Ink pencils for Spring

So off we went this morning, my ink pencils and I, to the dam (surprise, surprise!) and after a ten minute walk I found a spot where the rising sun didn't blind me and the tender new green outfits of the willows were on display. I scribbled and washed, scribbled and washed, getting some rather startling results as the water mixed with the crayon - dark areas went lighter and murkier, subtle blends became shockingly bright and garish - which really, those new leaves are, but are so tiny and delicate in nature that they don't look it - unlike when I try to paint them. So I'm not at all sure about the crayons... I liked the black one for this sketch of a hadeda who came with a friend for a bath right next to me... but the colours are very tricky to manage.
The birds flapped off squawking raucously, as they do, when a helicopter flew overhead. There is a joke that goes 'Why do hadedas make such a noise when they take off?'.... 'Because they're afraid of heights!' That struck me as enormously funny when I first heard it, but maybe you have to know them.
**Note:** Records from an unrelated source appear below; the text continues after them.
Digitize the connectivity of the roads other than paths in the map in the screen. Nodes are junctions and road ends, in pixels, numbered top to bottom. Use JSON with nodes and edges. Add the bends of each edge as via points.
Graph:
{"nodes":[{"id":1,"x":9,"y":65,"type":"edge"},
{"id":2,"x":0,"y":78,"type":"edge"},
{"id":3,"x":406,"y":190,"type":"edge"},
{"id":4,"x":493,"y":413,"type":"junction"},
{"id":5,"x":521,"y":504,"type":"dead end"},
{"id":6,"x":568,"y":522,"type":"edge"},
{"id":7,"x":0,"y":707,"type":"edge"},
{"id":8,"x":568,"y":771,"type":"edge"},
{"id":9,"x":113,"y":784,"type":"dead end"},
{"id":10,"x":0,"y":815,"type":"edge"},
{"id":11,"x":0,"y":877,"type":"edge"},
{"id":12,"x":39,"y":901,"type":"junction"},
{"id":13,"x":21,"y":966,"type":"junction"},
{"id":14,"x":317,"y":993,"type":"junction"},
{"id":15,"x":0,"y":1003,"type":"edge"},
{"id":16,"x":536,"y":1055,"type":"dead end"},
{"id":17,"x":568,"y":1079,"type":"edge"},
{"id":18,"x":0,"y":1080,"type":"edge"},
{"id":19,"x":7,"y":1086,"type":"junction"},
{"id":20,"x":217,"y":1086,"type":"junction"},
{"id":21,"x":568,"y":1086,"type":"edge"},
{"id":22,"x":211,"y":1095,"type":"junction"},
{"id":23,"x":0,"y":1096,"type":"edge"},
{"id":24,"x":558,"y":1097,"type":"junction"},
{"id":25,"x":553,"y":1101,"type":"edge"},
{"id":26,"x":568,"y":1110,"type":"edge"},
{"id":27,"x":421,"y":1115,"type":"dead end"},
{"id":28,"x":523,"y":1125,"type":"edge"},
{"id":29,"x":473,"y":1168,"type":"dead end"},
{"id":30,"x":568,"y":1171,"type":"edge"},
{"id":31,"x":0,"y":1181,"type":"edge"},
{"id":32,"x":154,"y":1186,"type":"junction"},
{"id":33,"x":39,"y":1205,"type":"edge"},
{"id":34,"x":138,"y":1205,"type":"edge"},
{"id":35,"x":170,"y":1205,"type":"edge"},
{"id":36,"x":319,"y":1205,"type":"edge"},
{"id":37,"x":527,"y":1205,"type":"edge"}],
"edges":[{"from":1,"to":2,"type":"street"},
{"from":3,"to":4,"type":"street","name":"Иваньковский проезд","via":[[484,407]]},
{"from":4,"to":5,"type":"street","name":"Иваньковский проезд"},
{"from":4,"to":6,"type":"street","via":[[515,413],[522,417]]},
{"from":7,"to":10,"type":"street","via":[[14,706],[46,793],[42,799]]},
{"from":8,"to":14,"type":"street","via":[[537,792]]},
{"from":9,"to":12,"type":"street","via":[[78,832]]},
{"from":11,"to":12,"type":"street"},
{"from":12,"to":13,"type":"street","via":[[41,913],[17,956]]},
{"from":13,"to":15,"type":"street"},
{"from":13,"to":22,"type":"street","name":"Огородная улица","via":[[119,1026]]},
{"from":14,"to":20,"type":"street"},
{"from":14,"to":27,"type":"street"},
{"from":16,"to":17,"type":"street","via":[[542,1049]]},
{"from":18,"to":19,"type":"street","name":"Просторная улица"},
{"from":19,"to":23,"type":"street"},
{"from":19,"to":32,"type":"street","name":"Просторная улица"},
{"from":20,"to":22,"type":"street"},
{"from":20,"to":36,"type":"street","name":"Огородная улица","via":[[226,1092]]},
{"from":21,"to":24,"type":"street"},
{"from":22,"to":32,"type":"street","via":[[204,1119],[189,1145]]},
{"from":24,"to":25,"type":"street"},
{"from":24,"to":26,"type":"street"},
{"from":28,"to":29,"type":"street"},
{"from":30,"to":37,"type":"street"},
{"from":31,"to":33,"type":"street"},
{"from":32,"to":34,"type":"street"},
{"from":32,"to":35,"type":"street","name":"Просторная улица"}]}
Saturday, February 16, 2008

The Hadedas

This is specially for Gillian in Texas, whose birthday it is today... Happy Happy to you dear little sister!!... I couldn't believe when I was talking on the phone to her some years ago, she heard some of these birds squawking raucously in the background, and came over all emotional and homesick. The hadedas (Ibis) are the cause of much bleary-eyed cursing in this house as they land on the roof above our bedroom at a quarter to five in the morning, like sacks of cement, gedoenk, gedoenk, screeching their ear-splitting version of the dawn chorus - Haaaauuw, hhwaaaarrrr! They didn't use to live in Joburg - we first saw them in the eastern Cape and were quite enamoured of their shiny petrol coloured plumage and gawky gait. Then the city had a plague - an infestation, of the horrible 'Parktown Prawns' - a kind of king cricket, an import from New Zealand I believe, that had the population in skin-crawling hysteria for a while - we were very thankful when, after two or three years of terror, in flew the noble hadedas, feasting on the hideous jumping, stinking, grinding PP's (who had been feasting on the snails, which have resumed residence in their thousands this wet summer). Now we're left with the 'da's - I don't know what they eat, but I think they're very hungry, going by the arguments they hold in our garden over the compost heap. I guess I prefer them to the prawns.